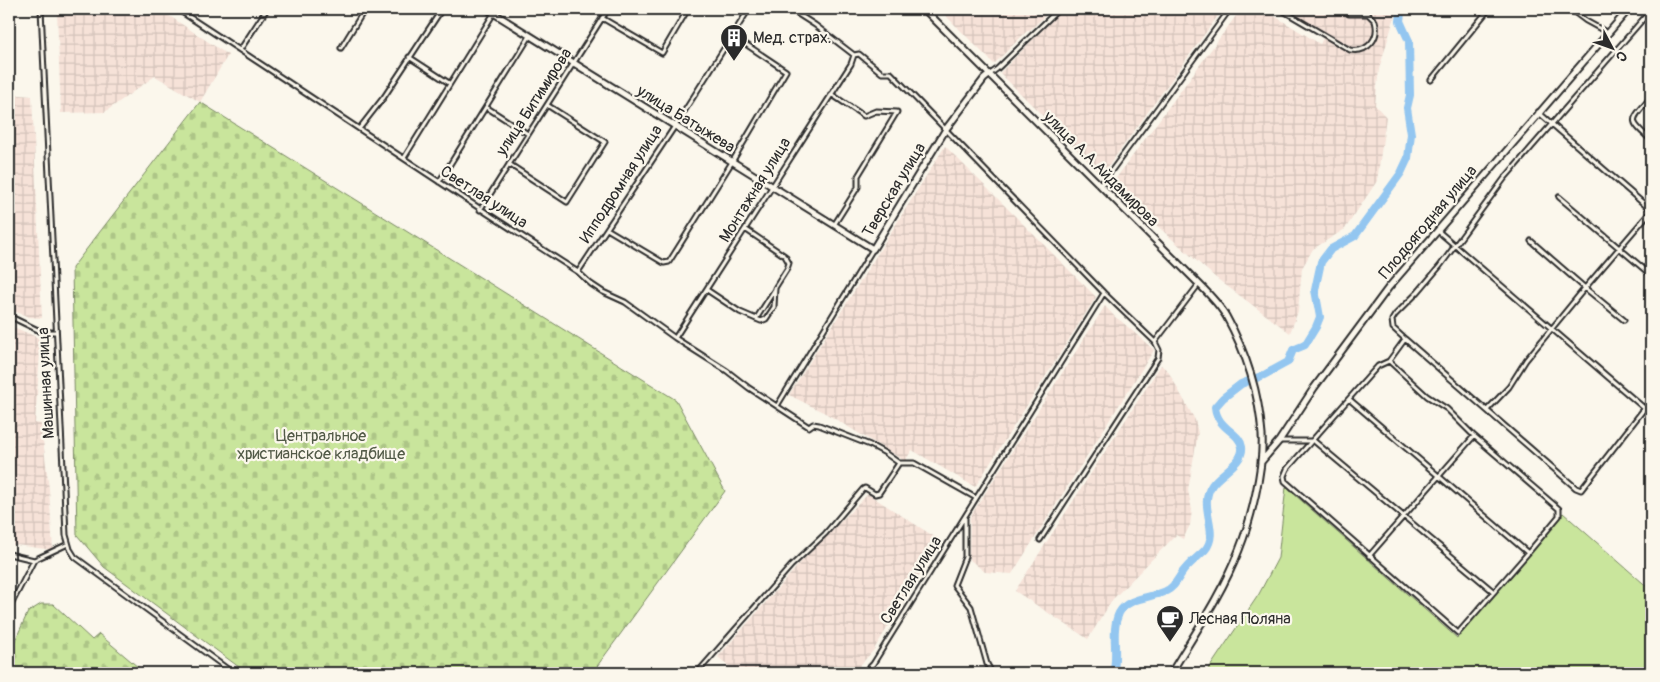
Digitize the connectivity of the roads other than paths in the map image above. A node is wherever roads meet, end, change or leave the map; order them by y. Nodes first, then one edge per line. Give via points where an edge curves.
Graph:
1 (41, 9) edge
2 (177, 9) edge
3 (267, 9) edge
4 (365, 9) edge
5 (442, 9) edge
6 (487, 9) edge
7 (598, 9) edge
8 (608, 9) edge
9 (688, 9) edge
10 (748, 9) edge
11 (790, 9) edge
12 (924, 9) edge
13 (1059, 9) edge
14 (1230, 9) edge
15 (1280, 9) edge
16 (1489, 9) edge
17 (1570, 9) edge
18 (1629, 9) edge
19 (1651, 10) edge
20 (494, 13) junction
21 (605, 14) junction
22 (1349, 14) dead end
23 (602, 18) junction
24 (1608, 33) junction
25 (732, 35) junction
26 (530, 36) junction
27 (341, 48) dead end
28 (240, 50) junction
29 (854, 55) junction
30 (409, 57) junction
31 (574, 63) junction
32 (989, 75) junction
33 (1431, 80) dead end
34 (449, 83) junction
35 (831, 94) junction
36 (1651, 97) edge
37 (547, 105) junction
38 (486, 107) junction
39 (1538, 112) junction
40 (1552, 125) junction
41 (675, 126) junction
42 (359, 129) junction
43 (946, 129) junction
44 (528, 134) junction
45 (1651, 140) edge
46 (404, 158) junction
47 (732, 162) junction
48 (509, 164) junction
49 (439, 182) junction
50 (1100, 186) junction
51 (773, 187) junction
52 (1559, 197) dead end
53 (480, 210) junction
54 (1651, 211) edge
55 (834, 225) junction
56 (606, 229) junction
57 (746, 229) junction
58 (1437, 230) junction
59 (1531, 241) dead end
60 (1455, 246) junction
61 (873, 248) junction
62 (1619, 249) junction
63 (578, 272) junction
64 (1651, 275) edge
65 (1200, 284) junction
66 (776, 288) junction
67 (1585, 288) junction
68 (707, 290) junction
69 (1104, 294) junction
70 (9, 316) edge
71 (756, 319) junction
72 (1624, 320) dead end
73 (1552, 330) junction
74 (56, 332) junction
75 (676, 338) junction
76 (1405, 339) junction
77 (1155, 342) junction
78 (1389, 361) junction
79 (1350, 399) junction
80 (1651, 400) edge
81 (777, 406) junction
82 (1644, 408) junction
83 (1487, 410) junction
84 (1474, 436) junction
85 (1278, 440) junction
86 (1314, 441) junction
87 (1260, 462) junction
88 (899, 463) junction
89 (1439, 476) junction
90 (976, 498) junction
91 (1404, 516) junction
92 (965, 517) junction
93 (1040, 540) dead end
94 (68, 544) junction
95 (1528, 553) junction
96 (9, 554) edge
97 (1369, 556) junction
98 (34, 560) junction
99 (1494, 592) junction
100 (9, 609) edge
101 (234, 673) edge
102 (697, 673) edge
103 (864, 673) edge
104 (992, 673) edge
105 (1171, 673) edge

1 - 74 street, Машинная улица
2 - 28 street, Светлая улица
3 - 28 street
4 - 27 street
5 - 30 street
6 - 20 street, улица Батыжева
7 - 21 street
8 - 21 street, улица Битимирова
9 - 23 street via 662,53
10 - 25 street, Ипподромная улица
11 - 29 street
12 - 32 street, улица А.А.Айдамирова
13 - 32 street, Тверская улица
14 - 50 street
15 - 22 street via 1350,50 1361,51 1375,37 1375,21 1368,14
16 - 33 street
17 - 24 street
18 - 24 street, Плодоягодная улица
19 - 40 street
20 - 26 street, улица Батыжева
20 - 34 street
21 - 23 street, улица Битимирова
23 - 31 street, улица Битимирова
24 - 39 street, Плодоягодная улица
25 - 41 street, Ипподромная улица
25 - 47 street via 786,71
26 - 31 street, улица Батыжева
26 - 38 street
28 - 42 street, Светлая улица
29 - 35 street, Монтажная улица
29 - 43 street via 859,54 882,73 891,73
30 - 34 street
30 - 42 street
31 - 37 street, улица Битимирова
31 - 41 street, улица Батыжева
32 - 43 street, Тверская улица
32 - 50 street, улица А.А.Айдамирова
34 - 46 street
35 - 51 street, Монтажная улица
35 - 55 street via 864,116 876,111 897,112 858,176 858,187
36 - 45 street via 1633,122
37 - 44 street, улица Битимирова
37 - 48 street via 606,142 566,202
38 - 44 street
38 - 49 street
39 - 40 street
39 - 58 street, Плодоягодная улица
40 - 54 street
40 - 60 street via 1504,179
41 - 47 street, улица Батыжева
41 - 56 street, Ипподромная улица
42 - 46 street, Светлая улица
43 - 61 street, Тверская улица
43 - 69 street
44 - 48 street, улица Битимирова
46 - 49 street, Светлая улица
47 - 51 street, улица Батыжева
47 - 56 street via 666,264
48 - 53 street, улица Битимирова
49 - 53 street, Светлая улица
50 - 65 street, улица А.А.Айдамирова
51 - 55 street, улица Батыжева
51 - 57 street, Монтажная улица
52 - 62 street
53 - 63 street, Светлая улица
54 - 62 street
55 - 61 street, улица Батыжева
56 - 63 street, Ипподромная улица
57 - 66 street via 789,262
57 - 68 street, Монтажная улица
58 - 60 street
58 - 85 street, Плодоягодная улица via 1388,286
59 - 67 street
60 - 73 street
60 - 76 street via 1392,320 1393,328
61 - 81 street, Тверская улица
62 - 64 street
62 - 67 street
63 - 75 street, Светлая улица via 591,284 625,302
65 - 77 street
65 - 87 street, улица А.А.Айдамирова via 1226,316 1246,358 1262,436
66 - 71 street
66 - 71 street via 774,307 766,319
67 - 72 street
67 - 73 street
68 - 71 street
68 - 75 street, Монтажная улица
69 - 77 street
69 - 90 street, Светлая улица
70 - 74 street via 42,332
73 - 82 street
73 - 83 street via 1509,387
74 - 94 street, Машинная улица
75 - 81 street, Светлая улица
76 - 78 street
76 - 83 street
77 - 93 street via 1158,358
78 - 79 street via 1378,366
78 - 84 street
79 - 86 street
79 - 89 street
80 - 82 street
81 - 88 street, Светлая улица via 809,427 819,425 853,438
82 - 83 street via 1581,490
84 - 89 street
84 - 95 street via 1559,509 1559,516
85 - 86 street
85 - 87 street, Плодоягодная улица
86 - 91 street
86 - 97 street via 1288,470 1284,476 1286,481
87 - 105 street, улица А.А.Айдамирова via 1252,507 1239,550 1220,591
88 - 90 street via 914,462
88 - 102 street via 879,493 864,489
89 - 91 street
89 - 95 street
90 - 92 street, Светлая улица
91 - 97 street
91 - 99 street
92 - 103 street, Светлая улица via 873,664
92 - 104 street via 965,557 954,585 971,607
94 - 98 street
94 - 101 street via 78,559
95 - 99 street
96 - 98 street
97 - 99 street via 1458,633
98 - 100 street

══════

Match on "Тверская" and report each line of the data above that has it.

Solution for this task:
13 - 32 street, Тверская улица
32 - 43 street, Тверская улица
43 - 61 street, Тверская улица
61 - 81 street, Тверская улица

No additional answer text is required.